● PROBLEM TO SOLVE
Reproduce from the records below, with no pictures, exactly the lines between the one containing "Road topology of the" and the one containing "Road topology of this", inclusive.

● PROVIDED RECORDS
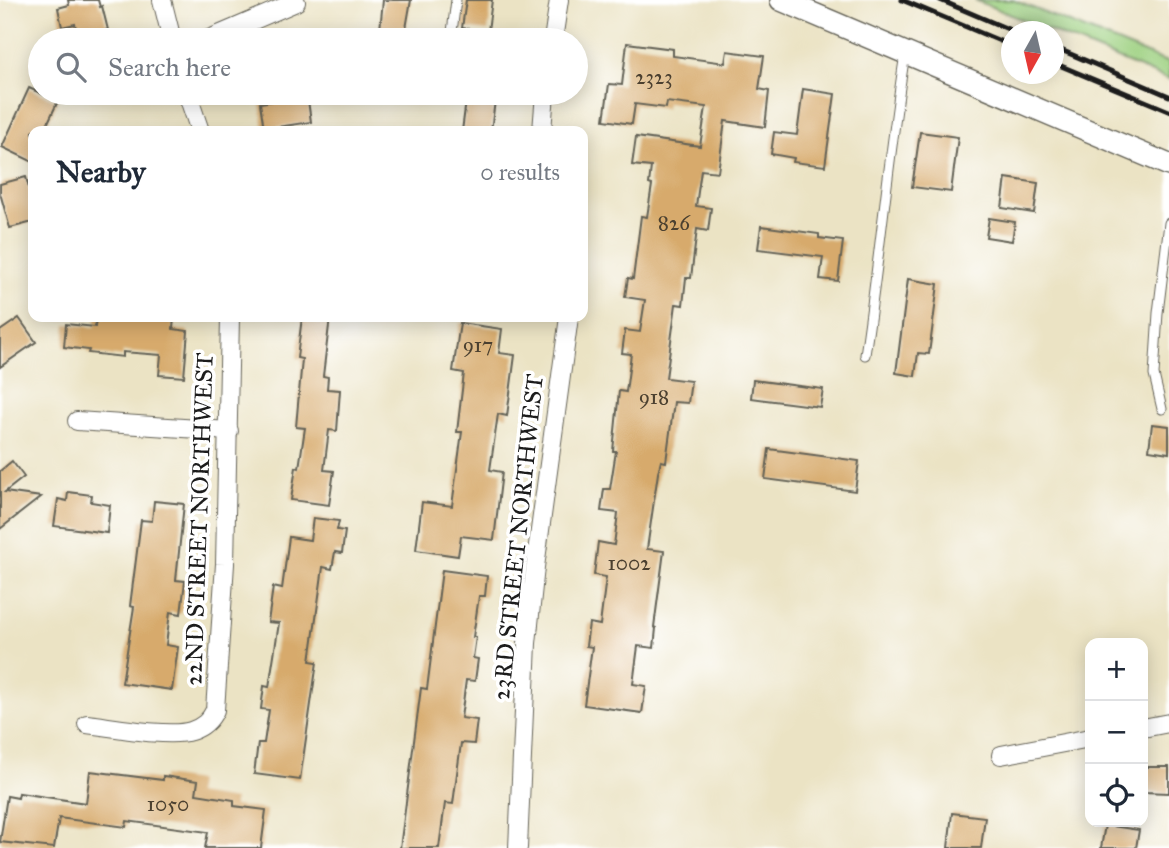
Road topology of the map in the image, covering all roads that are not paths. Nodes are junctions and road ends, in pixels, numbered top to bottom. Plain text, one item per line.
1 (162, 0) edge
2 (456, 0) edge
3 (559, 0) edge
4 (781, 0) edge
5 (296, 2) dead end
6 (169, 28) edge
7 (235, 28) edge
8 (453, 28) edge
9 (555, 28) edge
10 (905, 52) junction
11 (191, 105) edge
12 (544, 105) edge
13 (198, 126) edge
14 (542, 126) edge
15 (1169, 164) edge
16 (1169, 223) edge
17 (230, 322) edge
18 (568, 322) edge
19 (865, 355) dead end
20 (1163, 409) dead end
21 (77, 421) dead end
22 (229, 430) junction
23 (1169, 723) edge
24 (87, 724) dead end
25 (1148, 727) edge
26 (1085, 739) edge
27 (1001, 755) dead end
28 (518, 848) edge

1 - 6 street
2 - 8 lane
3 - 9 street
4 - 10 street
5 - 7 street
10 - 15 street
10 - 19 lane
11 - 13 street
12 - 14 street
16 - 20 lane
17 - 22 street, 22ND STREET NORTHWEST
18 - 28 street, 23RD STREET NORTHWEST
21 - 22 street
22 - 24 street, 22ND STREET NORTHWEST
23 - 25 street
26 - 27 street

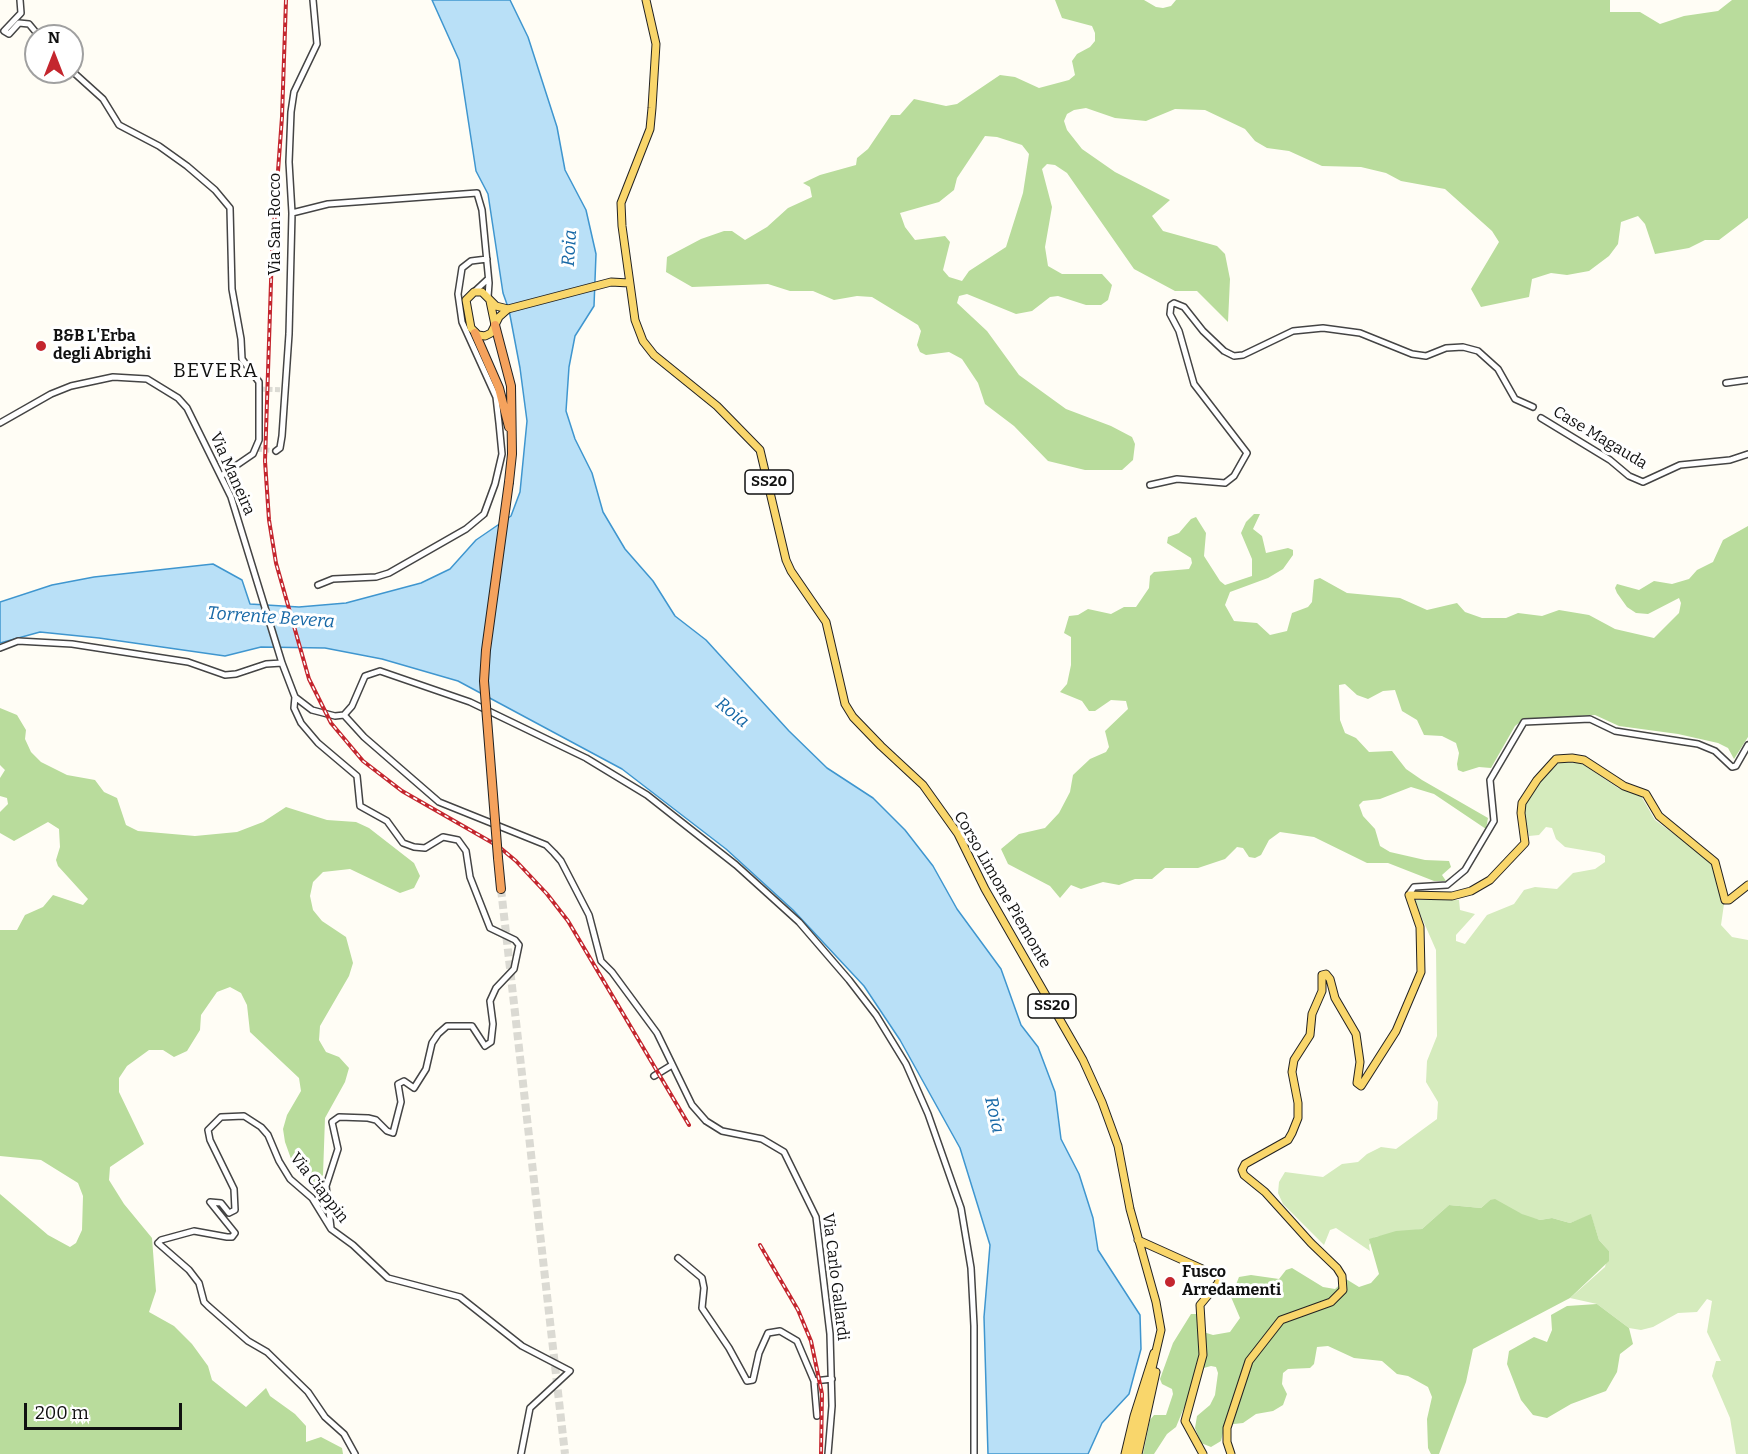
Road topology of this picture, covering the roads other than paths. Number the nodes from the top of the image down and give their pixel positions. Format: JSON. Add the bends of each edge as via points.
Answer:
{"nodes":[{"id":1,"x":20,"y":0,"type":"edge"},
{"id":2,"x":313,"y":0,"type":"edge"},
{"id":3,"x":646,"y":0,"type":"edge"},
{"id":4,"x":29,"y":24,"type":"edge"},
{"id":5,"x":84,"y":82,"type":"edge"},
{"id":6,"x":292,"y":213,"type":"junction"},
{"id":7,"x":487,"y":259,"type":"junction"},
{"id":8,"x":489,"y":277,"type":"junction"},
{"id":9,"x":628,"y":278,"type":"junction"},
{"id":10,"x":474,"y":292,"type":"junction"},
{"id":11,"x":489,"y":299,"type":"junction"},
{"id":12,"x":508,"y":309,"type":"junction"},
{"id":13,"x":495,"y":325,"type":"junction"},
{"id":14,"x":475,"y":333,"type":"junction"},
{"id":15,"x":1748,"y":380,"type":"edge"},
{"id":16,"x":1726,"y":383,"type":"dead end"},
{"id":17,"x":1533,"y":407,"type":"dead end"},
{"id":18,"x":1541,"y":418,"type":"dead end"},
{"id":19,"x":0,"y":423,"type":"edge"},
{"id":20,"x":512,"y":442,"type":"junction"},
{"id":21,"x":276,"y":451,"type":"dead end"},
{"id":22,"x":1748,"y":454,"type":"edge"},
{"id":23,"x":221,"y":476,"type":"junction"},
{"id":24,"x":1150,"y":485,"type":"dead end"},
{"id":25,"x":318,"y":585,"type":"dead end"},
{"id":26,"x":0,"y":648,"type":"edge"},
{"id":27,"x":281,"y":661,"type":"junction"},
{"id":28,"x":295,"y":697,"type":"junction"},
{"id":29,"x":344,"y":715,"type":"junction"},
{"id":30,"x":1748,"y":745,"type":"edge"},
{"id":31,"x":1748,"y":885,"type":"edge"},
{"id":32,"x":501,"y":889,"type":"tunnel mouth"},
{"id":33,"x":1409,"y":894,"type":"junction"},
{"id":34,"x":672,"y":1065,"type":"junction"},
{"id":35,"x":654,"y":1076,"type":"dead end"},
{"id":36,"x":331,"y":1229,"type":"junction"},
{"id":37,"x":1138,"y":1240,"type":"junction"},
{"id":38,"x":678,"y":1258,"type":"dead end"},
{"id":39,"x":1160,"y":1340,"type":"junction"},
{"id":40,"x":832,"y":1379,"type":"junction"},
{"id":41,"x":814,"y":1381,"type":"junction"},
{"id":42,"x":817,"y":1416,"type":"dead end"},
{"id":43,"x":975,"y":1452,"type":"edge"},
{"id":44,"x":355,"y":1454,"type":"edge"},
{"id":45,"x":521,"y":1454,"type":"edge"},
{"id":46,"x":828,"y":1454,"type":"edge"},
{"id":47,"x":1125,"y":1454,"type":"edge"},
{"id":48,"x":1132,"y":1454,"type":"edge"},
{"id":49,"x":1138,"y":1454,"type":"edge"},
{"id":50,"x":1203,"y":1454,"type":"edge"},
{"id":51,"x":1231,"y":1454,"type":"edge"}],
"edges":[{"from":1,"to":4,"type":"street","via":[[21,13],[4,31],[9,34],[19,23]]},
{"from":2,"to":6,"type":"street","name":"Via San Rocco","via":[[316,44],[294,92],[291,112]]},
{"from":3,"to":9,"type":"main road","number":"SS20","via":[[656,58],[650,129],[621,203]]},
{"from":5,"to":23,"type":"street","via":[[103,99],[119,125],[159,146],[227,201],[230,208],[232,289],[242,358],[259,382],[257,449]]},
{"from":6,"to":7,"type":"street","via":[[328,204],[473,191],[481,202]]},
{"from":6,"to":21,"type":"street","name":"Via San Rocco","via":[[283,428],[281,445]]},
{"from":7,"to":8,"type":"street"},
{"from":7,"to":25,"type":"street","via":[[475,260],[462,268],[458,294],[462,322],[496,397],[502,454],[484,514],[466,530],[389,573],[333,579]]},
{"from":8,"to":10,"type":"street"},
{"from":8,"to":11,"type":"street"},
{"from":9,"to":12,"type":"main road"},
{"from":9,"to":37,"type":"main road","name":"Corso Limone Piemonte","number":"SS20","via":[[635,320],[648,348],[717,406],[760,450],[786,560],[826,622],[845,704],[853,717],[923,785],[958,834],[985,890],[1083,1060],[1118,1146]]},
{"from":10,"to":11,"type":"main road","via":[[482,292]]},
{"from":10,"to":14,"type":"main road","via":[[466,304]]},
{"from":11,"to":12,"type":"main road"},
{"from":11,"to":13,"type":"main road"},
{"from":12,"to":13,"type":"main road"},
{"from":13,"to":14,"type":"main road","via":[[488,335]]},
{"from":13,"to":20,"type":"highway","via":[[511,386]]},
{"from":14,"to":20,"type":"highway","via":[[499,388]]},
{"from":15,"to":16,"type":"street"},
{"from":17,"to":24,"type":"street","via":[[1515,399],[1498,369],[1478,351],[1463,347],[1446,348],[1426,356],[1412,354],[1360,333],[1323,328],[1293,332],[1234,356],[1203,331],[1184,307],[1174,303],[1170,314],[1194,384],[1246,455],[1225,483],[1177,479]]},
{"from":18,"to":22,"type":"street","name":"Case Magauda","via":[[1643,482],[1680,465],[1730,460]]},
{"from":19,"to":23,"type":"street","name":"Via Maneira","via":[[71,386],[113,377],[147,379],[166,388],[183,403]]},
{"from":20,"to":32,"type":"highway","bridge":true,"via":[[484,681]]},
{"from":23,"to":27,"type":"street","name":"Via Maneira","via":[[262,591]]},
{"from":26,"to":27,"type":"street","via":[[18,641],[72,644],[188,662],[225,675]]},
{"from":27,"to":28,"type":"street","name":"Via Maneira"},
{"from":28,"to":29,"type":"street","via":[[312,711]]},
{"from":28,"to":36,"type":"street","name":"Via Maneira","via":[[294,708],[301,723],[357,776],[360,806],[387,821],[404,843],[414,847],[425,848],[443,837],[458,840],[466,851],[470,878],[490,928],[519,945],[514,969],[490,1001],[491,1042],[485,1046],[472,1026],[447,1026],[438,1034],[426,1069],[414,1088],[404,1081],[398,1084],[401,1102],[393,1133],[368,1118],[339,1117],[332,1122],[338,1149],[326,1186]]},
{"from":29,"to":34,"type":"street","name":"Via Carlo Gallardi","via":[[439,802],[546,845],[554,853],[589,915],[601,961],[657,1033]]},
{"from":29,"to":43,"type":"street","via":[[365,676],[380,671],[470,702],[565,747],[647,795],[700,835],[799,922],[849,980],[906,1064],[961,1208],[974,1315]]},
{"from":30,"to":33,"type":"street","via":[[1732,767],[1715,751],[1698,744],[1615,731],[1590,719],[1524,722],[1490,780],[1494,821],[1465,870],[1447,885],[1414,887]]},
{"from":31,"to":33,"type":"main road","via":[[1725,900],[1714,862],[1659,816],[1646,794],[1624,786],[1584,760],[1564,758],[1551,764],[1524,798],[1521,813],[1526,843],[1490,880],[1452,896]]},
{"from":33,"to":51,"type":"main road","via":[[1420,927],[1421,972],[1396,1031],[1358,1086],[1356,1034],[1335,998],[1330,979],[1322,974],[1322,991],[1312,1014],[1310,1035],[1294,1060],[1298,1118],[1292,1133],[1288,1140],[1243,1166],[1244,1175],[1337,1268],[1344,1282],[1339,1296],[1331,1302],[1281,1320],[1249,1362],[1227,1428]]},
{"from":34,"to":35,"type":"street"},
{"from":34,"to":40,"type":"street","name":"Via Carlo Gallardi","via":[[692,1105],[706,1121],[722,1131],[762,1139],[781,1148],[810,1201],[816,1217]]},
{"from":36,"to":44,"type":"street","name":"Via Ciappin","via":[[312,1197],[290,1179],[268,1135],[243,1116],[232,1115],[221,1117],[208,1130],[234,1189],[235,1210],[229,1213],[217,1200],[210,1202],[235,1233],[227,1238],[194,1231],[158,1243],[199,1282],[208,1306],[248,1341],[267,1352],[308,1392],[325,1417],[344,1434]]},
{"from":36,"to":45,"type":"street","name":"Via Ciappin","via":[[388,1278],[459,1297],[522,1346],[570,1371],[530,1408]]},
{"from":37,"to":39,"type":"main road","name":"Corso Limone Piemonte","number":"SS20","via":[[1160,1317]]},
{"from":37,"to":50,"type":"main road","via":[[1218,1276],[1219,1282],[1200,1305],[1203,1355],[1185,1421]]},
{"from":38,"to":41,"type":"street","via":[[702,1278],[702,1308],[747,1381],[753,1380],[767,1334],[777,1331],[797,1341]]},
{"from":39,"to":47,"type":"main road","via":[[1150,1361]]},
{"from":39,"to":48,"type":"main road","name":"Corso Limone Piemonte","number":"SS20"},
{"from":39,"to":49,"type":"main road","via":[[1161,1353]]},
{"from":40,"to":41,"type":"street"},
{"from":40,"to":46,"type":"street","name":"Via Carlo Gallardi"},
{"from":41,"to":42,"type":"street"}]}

==

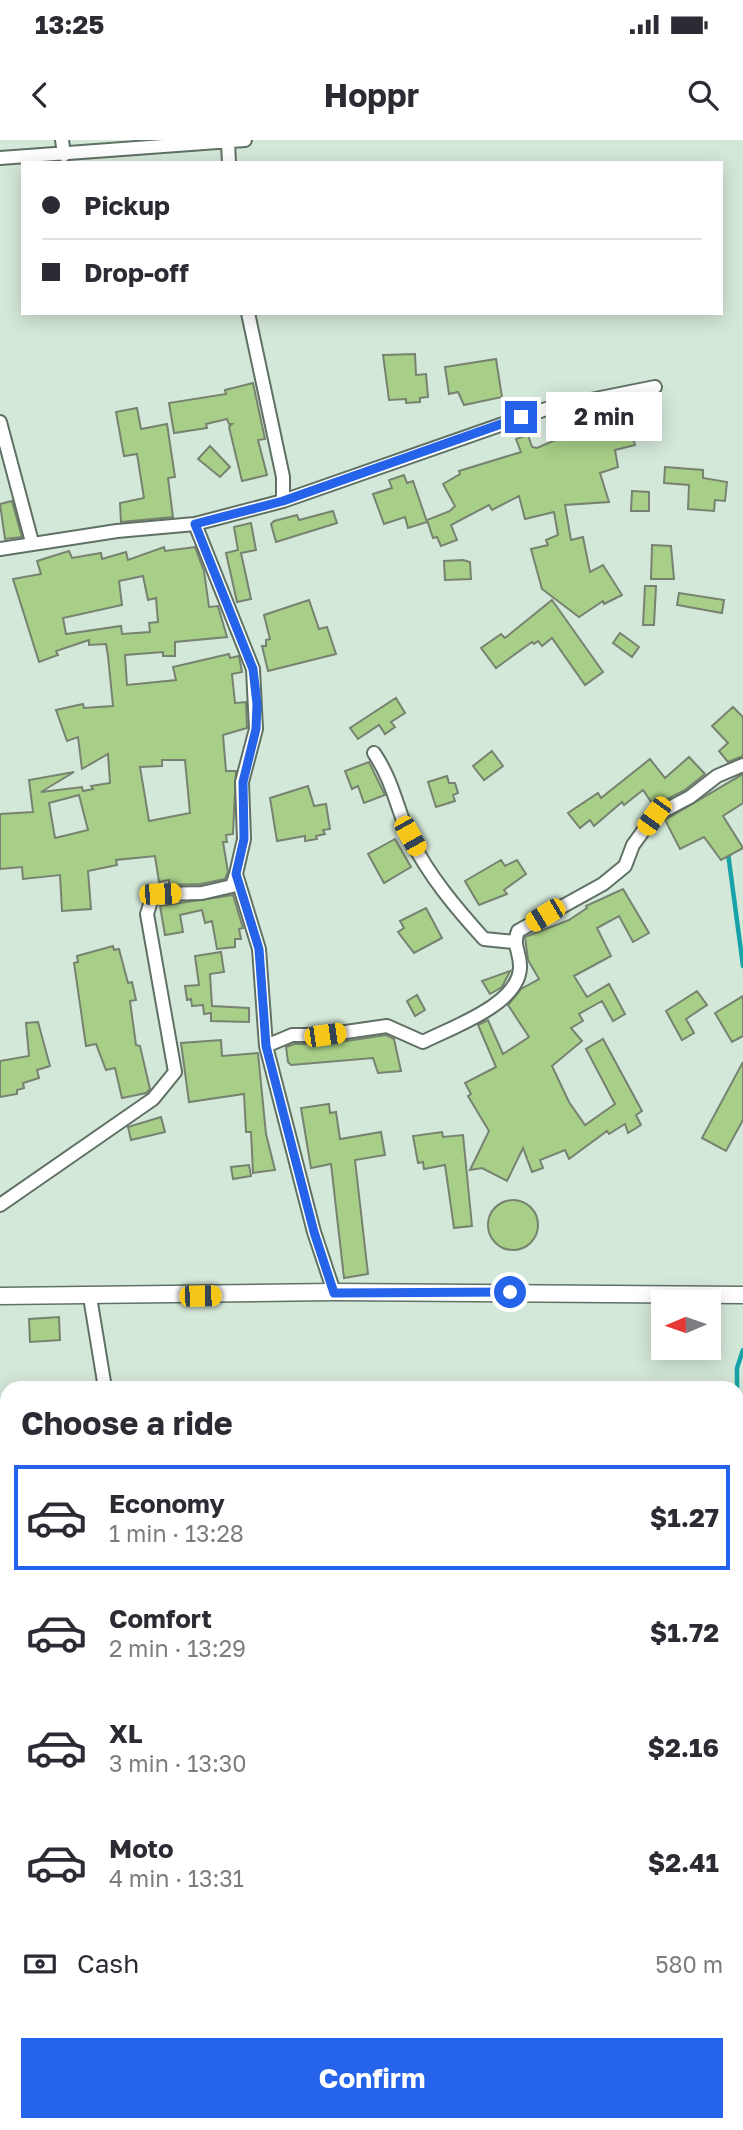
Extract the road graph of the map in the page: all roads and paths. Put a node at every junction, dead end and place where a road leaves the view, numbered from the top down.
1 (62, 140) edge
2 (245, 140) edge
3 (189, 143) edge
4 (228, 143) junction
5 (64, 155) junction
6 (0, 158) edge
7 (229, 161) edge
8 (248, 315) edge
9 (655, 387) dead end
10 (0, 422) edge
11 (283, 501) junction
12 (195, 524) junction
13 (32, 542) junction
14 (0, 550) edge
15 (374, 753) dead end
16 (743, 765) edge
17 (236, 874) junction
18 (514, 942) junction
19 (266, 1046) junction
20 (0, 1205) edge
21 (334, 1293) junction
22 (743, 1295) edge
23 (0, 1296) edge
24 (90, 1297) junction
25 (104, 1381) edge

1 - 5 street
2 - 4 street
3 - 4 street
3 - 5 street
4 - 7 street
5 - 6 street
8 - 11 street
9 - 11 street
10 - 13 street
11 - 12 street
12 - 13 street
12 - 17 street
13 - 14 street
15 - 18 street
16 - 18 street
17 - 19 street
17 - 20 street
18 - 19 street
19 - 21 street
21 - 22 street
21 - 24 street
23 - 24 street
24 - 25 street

● SOLUTION FOR THIS PROBLEM
Road topology of the map in the image, covering all roads that are not paths. Nodes are junctions and road ends, in pixels, numbered top to bottom. Plain text, one item per line.
1 (162, 0) edge
2 (456, 0) edge
3 (559, 0) edge
4 (781, 0) edge
5 (296, 2) dead end
6 (169, 28) edge
7 (235, 28) edge
8 (453, 28) edge
9 (555, 28) edge
10 (905, 52) junction
11 (191, 105) edge
12 (544, 105) edge
13 (198, 126) edge
14 (542, 126) edge
15 (1169, 164) edge
16 (1169, 223) edge
17 (230, 322) edge
18 (568, 322) edge
19 (865, 355) dead end
20 (1163, 409) dead end
21 (77, 421) dead end
22 (229, 430) junction
23 (1169, 723) edge
24 (87, 724) dead end
25 (1148, 727) edge
26 (1085, 739) edge
27 (1001, 755) dead end
28 (518, 848) edge

1 - 6 street
2 - 8 lane
3 - 9 street
4 - 10 street
5 - 7 street
10 - 15 street
10 - 19 lane
11 - 13 street
12 - 14 street
16 - 20 lane
17 - 22 street, 22ND STREET NORTHWEST
18 - 28 street, 23RD STREET NORTHWEST
21 - 22 street
22 - 24 street, 22ND STREET NORTHWEST
23 - 25 street
26 - 27 street

Road topology of this picture, covering the roads other than paths. Number the nodes from the top of the image down and give their pixel positions. Format: JSON. Add the bends of each edge as via points.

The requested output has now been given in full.